We’re now entering what I call the “Industrial Revolution of Data,” where the majority of data will be stamped out by machines: software logs, cameras, microphones, RFID readers, wireless sensor networks and so on. These machines generate data a lot faster than people can, and their production rates will grow exponentially with Moore’s Law. Storing this data is cheap, and it can be mined for valuable information.
In this context, there is some good news for parallel programming. Data analysis software parallelizes fairly naturally. In fact, software written in SQL has been running in parallel for more than 20 years. But with “Big Data” now becoming a reality, more programmers are interested in building programs on the parallel model — and they often find SQL an unfamiliar and restrictive way to wrangle data and write code. The biggest game-changer to come along is MapReduce, the parallel programming framework that has gained prominence thanks to its use at web search companies.

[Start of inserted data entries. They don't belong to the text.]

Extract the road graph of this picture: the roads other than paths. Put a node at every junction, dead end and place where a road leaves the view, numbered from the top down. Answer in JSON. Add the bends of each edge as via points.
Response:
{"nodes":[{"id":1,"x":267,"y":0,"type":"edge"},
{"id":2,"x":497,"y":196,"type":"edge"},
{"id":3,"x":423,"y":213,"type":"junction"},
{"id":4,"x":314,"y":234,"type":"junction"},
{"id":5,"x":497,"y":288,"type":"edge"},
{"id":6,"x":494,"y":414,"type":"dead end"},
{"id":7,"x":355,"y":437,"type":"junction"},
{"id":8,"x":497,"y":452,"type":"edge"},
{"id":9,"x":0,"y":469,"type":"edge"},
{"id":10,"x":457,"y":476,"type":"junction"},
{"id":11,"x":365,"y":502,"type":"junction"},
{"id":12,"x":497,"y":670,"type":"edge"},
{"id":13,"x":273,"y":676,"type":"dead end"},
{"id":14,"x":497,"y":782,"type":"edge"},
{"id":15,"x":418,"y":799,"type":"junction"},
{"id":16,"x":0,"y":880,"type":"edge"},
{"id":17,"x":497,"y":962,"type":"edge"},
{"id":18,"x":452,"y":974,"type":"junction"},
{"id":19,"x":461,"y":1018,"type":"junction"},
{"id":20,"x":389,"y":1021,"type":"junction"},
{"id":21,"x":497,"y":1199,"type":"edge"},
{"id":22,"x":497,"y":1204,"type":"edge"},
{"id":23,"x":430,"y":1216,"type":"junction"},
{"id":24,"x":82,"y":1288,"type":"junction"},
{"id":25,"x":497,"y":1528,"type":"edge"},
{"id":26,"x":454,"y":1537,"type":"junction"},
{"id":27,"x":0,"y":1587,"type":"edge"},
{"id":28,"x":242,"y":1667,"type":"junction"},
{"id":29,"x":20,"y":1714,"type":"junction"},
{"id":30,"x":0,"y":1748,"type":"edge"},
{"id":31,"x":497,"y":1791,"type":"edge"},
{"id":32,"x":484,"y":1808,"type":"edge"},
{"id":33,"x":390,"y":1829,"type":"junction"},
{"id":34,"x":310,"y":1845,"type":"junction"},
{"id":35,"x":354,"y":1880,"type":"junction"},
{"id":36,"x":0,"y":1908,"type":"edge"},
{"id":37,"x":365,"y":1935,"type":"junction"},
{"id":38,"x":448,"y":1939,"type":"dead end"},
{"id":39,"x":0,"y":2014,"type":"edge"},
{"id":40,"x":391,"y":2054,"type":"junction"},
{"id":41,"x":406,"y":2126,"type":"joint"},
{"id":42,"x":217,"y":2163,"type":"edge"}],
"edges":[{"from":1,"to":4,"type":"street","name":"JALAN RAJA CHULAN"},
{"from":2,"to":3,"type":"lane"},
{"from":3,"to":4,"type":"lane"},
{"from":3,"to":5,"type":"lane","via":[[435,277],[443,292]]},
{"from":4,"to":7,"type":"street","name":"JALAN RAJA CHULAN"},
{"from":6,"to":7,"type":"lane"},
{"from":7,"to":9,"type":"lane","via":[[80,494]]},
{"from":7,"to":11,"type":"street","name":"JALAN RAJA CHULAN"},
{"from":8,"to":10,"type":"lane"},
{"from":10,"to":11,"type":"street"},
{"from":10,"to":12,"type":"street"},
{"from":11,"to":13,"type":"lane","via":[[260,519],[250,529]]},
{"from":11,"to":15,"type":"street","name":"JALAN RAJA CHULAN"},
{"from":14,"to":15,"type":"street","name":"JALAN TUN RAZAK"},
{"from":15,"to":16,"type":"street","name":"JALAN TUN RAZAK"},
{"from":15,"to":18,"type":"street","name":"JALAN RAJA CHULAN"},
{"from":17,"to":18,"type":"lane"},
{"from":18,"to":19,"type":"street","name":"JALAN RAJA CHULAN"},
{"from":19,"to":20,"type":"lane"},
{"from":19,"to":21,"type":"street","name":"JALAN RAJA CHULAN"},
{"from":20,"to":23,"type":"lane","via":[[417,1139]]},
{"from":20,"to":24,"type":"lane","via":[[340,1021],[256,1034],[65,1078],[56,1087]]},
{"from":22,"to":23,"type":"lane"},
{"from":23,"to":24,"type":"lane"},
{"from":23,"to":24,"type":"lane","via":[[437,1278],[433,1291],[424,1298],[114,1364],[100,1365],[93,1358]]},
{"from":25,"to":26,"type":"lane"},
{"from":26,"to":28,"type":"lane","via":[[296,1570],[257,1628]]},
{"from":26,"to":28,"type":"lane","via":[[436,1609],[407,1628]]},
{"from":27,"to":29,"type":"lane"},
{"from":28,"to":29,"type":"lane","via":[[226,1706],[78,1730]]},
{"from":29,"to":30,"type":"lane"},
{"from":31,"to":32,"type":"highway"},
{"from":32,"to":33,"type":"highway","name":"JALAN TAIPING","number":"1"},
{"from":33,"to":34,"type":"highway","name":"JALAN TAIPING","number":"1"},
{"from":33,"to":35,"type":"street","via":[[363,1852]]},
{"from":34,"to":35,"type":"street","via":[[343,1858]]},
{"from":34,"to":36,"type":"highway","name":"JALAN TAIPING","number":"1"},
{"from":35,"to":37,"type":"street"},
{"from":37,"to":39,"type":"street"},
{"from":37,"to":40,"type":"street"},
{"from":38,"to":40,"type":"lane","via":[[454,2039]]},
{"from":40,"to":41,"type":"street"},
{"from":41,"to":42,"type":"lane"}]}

To understand where we’re headed with parallel software, let’s look at what the computer industry has already accomplished. The branch of parallel research that has had the most success in the field is parallel databases. Rather than requiring the programmer to unravel an algorithm into separate threads to be run on separate cores, parallel databases let them chop up the input data tables into pieces, and pump each piece through the same single-machine program on each processor. This “parallel dataflow” model makes programming a parallel machine as easy as programming a single machine. And it works on “shared-nothing” clusters of computers in a data center: The machines involved can communicate via simple streams of data messages, without a need for an expensive shared RAM or disk infrastructure.
The MapReduce programming model has turned a new page in the parallelism story. In the late 1990s, pioneering web search companies built new parallel software infrastructure to manage web crawls and indexes. As part of this effort, they were forced to reinvent parallel databases –- in large part because the commercial database products at the time did not handle their workload well. Like SQL, the MapReduce framework is a parallel dataflow system that works by partitioning data across machines, each of which runs the same single-node logic.
SQL provides a higher-level language that is more flexible and optimizable, but less familiar to many programmers. MapReduce largely asks programmers to write traditional code, in languages like C, Java, Python and Perl. In addition to its familiar syntax, MapReduce allows programs to be written to and read from traditional files in a filesystem, rather than requiring database schema definitions. MapReduce is such a compelling entryway into parallel programming that it is being used to nurture a new generation of parallel programmers. Every Berkeley computer science undergraduate now learns MapReduce, and other schools have undertaken similar programs. Industry is eagerly supporting these efforts.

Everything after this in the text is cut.